PROMPT: The answer should match the records character for character.

DATA TO EXAMINE:

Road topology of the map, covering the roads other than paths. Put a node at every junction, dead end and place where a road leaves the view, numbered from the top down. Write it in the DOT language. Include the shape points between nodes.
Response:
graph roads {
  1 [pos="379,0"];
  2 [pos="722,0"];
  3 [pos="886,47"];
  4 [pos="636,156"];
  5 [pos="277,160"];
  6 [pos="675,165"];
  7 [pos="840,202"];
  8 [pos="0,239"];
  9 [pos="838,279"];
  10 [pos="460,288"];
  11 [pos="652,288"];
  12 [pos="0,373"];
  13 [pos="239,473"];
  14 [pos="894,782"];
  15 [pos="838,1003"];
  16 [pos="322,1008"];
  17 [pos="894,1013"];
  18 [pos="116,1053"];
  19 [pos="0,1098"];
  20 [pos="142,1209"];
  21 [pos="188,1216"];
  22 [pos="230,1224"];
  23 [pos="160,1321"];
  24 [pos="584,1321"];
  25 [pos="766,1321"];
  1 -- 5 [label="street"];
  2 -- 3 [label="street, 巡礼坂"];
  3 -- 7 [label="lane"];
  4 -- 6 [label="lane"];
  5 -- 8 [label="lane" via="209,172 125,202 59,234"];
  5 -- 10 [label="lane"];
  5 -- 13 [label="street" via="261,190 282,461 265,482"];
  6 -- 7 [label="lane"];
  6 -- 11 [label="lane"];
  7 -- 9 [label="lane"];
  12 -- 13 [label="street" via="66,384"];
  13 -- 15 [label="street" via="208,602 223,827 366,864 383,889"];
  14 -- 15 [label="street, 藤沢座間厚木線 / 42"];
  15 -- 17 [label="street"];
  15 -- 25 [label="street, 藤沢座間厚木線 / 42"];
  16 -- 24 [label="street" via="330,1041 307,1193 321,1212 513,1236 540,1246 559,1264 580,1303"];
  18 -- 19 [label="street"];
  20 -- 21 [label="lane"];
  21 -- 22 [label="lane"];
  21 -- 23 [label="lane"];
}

COMPLETED TASK:
Road topology of the map, covering the roads other than paths. Put a node at every junction, dead end and place where a road leaves the view, numbered from the top down. Write it in the DOT language. Include the shape points between nodes.
Response:
graph roads {
  1 [pos="379,0"];
  2 [pos="722,0"];
  3 [pos="886,47"];
  4 [pos="636,156"];
  5 [pos="277,160"];
  6 [pos="675,165"];
  7 [pos="840,202"];
  8 [pos="0,239"];
  9 [pos="838,279"];
  10 [pos="460,288"];
  11 [pos="652,288"];
  12 [pos="0,373"];
  13 [pos="239,473"];
  14 [pos="894,782"];
  15 [pos="838,1003"];
  16 [pos="322,1008"];
  17 [pos="894,1013"];
  18 [pos="116,1053"];
  19 [pos="0,1098"];
  20 [pos="142,1209"];
  21 [pos="188,1216"];
  22 [pos="230,1224"];
  23 [pos="160,1321"];
  24 [pos="584,1321"];
  25 [pos="766,1321"];
  1 -- 5 [label="street"];
  2 -- 3 [label="street, 巡礼坂"];
  3 -- 7 [label="lane"];
  4 -- 6 [label="lane"];
  5 -- 8 [label="lane" via="209,172 125,202 59,234"];
  5 -- 10 [label="lane"];
  5 -- 13 [label="street" via="261,190 282,461 265,482"];
  6 -- 7 [label="lane"];
  6 -- 11 [label="lane"];
  7 -- 9 [label="lane"];
  12 -- 13 [label="street" via="66,384"];
  13 -- 15 [label="street" via="208,602 223,827 366,864 383,889"];
  14 -- 15 [label="street, 藤沢座間厚木線 / 42"];
  15 -- 17 [label="street"];
  15 -- 25 [label="street, 藤沢座間厚木線 / 42"];
  16 -- 24 [label="street" via="330,1041 307,1193 321,1212 513,1236 540,1246 559,1264 580,1303"];
  18 -- 19 [label="street"];
  20 -- 21 [label="lane"];
  21 -- 22 [label="lane"];
  21 -- 23 [label="lane"];
}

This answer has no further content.